Last Mile Data Processing with Ray

Pinterest Engineering
Pinterest Engineering Blog
8 min readSep 12, 2023


Raymond Lee | Software Engineer II; Qingxian Lai | Sr. Software Engineer; Karthik Anantha Padmanabhan | Manager II, Engineering; Se Won Jang | Manager II, Engineering

A close up of a window with “DATA *” and a building in the background
Photo by Claudio Schwarz on Unsplash

Our mission at Pinterest is to bring everyone the inspiration to create the life they love. Machine Learning plays a crucial role in this mission. It allows us to continuously deliver high-quality inspiration to our 460 million monthly active users, curated from billions of pins on our platform. Behind the scenes, hundreds of ML engineers iteratively improve a wide range of recommendation engines that power Pinterest, processing petabytes of data and training thousands of models using hundreds of GPUs.

Recently, we started to notice an interesting trend in the Pinterest ML community. As model architecture building blocks (e.g. transformers) became standardized, ML engineers started to show a growing appetite to iterate on datasets. This includes sampling strategies, labeling, weighting, as well as batch inference for transfer learning and distillation.
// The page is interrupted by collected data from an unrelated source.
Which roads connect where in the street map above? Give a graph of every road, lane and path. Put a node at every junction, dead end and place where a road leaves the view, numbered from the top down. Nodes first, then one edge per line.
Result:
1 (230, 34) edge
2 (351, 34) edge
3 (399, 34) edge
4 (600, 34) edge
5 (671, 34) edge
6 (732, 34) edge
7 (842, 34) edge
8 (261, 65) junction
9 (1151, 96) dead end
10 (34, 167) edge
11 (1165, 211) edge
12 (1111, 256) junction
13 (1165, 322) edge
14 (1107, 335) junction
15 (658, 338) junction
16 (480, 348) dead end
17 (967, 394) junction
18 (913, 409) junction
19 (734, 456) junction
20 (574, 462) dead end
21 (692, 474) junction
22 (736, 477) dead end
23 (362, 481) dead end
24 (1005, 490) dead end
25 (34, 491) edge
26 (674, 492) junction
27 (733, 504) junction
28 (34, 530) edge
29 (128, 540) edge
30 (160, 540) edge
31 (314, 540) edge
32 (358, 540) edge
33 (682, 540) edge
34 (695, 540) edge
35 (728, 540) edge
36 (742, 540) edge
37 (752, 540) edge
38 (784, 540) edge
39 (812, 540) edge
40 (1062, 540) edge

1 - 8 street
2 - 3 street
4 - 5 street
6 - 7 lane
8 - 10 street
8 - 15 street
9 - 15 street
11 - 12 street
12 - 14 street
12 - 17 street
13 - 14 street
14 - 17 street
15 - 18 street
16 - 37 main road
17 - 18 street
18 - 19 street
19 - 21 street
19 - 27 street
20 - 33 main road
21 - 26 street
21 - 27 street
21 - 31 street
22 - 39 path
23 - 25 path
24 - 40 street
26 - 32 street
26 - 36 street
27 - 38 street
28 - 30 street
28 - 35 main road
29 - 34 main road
While such dataset iterations can yield significant gains, we observed that only a handful of such experiments were conducted and productionized in the last six months. This motivated us to look deeper into the development process of our ML engineers, identify bottlenecks, and invest in ways to improve the dataset iteration speed in the ML lifecycle.

In this blogpost, we will share our assessment of the ML developer velocity bottlenecks and delve deeper into how we adopted Ray, the open source framework to scale AI and machine learning workloads, into our ML Platform to improve dataset iteration speed from days to hours, while improving our GPU utilization to over 90%. We will go even deeper into this topic and our learnings at the Ray Summit 2023. Please join us at our suggestion there to learn more in detail!
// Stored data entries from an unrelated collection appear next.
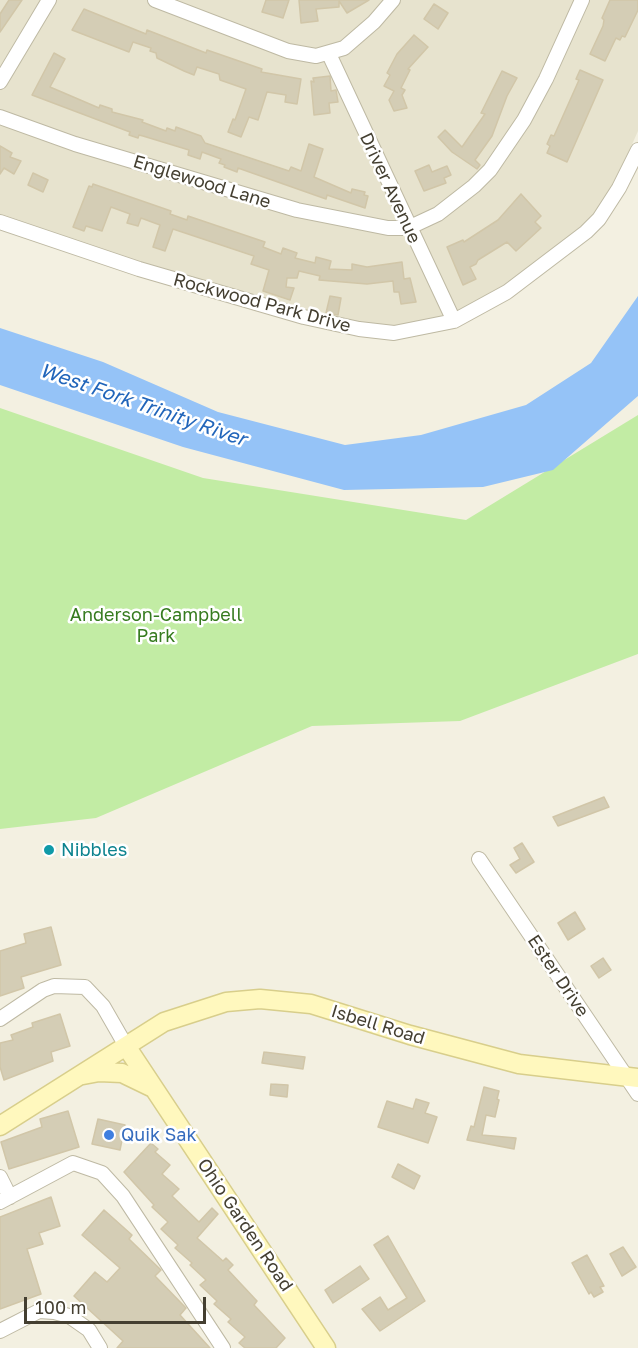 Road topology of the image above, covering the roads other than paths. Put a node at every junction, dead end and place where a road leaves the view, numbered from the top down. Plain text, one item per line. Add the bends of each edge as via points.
1 (49, 0) edge
2 (155, 0) edge
3 (393, 0) edge
4 (582, 0) edge
5 (329, 54) junction
6 (0, 82) edge
7 (0, 117) edge
8 (638, 150) edge
9 (0, 222) edge
10 (408, 228) junction
11 (454, 321) junction
12 (479, 859) dead end
13 (0, 1019) edge
14 (126, 1046) junction
15 (79, 1076) junction
16 (635, 1083) edge
17 (153, 1088) junction
18 (0, 1126) edge
19 (0, 1178) edge
20 (5, 1200) edge
21 (0, 1331) edge
22 (100, 1348) edge
23 (223, 1348) edge
24 (326, 1348) edge

1 - 6 street
2 - 5 street via 288,51
3 - 5 street via 344,48
4 - 10 street via 524,120 490,170 438,214
5 - 10 street, Driver Avenue
7 - 10 street, Englewood Lane via 75,144 297,210 388,228
8 - 11 street, Rockwood Park Drive via 620,188 586,232 507,292
9 - 11 street, Rockwood Park Drive via 139,269 315,320 394,333
10 - 11 street, Driver Avenue
12 - 16 street, Ester Drive
13 - 14 street via 43,990 54,986 85,987 103,1006
14 - 15 street
14 - 16 street, Isbell Road via 164,1022 197,1009 260,999 311,1004 519,1064
14 - 17 street, Ohio Garden Road
15 - 17 street via 122,1073
15 - 18 street
17 - 24 street, Ohio Garden Road
19 - 20 street
20 - 23 street via 73,1163 102,1173 123,1196
21 - 22 street via 39,1311 54,1312 69,1316 89,1330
What Slows Down ML Dataset Iteration

At Pinterest, ML datasets used for recommender models are highly standardized. Features are shared, represented in ML-friendly types, and stored in parquet tables that enable both analytical queries and large scale training.

However, even with a high level of standardization, it is not easy to iterate quickly with web-scale data produced by hundreds of millions of users. Tables have thousands of features and span several months of user engagement history. In some cases, petabytes of data are streamed into training jobs to train a model. In order to try a new downsampling strategy, an ML engineer needs to not only figure out a way to process extremely large scales of data, but also pay wall-clock time required to generate new dataset variations.

Pattern 1: Apache Spark Jobs Orchestrated through Workflow Templates

Figure 1: Dataset iteration by chaining Spark jobs and Torch jobs using Airflow (Workflow based ML Training Inner loop)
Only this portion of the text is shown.